**EXERCISE BRIEF:** Whenever the word "first" appears in a line of the listing, copy that line.

(DATA PROVIDED begins)

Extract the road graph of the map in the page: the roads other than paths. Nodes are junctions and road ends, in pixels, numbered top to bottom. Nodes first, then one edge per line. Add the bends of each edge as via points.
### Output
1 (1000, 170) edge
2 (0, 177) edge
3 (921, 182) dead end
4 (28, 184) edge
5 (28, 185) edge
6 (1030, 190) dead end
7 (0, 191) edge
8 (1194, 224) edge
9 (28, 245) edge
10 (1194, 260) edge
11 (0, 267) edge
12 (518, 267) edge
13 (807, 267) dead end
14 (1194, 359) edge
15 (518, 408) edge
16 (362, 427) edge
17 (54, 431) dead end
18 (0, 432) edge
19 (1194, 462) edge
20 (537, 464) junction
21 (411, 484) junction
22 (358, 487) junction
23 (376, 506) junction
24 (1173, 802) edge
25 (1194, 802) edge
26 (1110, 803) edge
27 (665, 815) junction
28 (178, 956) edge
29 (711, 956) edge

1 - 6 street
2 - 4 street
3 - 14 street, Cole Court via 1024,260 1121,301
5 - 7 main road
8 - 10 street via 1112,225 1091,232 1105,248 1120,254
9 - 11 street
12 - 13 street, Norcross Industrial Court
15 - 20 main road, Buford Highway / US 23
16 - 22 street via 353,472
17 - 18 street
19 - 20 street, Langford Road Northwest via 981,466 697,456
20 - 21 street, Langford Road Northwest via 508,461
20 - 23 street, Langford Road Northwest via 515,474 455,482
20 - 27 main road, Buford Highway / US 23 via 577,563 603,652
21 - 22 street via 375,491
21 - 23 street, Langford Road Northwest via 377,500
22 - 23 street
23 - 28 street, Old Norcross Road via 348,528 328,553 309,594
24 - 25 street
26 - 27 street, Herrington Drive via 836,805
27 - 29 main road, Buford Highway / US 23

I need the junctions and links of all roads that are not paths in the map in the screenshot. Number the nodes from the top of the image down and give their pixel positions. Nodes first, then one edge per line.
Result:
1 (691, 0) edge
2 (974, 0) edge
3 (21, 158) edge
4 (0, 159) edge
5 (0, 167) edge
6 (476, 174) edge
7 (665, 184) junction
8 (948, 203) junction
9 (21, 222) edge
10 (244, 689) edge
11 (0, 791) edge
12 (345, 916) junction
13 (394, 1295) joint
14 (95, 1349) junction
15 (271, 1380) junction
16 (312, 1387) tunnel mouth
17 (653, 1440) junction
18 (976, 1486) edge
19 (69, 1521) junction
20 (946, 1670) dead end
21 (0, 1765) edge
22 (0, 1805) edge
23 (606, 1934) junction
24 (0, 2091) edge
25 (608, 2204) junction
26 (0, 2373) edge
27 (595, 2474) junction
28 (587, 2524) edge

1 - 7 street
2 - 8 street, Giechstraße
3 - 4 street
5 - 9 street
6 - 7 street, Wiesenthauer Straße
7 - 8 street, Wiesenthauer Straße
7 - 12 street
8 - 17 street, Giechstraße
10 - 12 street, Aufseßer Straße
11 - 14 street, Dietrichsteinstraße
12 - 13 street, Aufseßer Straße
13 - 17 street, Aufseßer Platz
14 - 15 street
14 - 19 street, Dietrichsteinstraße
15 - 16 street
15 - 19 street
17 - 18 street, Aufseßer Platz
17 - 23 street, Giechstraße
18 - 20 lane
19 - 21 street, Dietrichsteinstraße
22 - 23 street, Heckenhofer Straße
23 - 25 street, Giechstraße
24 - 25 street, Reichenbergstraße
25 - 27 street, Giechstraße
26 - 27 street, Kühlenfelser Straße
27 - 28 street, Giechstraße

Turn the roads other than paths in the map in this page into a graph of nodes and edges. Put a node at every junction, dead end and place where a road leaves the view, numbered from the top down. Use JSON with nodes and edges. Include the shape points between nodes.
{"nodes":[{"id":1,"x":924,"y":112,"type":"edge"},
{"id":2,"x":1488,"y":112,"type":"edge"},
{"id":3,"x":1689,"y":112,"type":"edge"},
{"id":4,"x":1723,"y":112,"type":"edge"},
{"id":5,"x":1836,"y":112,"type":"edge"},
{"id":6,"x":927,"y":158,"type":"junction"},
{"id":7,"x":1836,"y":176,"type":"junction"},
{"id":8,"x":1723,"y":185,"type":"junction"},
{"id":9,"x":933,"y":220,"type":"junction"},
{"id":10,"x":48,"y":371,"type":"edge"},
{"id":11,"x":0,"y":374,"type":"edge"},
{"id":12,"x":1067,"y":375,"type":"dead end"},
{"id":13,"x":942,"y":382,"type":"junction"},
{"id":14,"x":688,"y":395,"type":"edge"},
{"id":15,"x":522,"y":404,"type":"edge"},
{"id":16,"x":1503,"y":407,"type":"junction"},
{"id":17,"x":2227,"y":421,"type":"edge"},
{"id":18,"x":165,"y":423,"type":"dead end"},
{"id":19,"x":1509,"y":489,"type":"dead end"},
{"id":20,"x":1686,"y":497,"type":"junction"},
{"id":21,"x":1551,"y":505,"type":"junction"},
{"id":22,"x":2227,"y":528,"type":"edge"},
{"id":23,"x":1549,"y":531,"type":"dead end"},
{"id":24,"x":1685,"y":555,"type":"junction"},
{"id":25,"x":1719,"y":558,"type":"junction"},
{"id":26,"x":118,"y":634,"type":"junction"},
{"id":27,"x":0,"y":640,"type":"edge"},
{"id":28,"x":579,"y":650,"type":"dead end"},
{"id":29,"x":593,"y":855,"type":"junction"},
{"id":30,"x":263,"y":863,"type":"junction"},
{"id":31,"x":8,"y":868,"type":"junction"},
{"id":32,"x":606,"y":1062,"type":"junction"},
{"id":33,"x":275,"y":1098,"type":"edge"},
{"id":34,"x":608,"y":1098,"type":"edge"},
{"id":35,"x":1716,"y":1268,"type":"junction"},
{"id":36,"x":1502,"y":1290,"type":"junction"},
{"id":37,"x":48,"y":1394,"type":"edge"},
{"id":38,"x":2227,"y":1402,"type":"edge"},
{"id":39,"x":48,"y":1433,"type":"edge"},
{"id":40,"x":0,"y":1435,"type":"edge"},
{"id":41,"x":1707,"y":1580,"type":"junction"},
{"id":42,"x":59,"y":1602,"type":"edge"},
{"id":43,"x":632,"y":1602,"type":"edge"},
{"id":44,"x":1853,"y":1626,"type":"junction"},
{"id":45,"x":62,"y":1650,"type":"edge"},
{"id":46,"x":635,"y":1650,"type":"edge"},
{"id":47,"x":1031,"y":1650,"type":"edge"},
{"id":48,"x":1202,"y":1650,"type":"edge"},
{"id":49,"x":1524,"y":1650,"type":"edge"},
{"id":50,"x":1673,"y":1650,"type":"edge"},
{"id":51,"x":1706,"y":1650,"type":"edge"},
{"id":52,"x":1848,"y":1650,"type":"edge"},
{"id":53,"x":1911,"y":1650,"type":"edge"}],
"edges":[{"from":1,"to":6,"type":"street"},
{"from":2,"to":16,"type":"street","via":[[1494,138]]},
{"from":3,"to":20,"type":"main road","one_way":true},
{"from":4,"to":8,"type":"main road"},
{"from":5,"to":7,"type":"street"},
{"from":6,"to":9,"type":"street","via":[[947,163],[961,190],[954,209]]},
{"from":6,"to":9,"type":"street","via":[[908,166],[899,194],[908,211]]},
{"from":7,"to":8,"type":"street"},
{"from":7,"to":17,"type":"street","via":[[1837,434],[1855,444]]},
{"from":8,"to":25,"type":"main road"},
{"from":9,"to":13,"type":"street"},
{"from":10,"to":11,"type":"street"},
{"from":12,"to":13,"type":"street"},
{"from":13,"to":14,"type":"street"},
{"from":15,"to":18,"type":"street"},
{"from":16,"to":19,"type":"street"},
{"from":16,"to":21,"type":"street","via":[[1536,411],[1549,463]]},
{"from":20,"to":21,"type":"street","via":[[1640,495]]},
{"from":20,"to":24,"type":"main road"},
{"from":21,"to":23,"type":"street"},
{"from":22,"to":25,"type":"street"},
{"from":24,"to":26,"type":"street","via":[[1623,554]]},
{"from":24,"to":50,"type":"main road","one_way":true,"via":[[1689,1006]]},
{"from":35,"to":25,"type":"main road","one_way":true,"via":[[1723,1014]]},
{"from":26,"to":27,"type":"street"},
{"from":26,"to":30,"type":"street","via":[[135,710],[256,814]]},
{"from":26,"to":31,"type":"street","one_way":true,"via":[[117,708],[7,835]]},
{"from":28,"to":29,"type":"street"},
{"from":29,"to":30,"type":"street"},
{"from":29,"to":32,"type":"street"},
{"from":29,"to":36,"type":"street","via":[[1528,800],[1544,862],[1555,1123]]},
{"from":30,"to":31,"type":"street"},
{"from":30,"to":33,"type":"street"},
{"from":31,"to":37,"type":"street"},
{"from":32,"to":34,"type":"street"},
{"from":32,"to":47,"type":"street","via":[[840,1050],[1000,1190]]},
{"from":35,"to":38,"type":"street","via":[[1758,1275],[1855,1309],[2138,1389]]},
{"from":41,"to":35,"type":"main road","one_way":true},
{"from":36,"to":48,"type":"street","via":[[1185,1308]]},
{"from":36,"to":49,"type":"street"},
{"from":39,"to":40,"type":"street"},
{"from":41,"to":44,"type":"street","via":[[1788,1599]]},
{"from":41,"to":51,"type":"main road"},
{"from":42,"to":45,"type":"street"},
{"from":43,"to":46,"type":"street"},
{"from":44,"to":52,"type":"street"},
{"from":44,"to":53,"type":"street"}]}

(DATA PROVIDED ends)

**TASK SOLUTION:**
Extract the road graph of the map in the page: the roads other than paths. Nodes are junctions and road ends, in pixels, numbered top to bottom. Nodes first, then one edge per line. Add the bends of each edge as via points.
I need the junctions and links of all roads that are not paths in the map in the screenshot. Number the nodes from the top of the image down and give their pixel positions. Nodes first, then one edge per line.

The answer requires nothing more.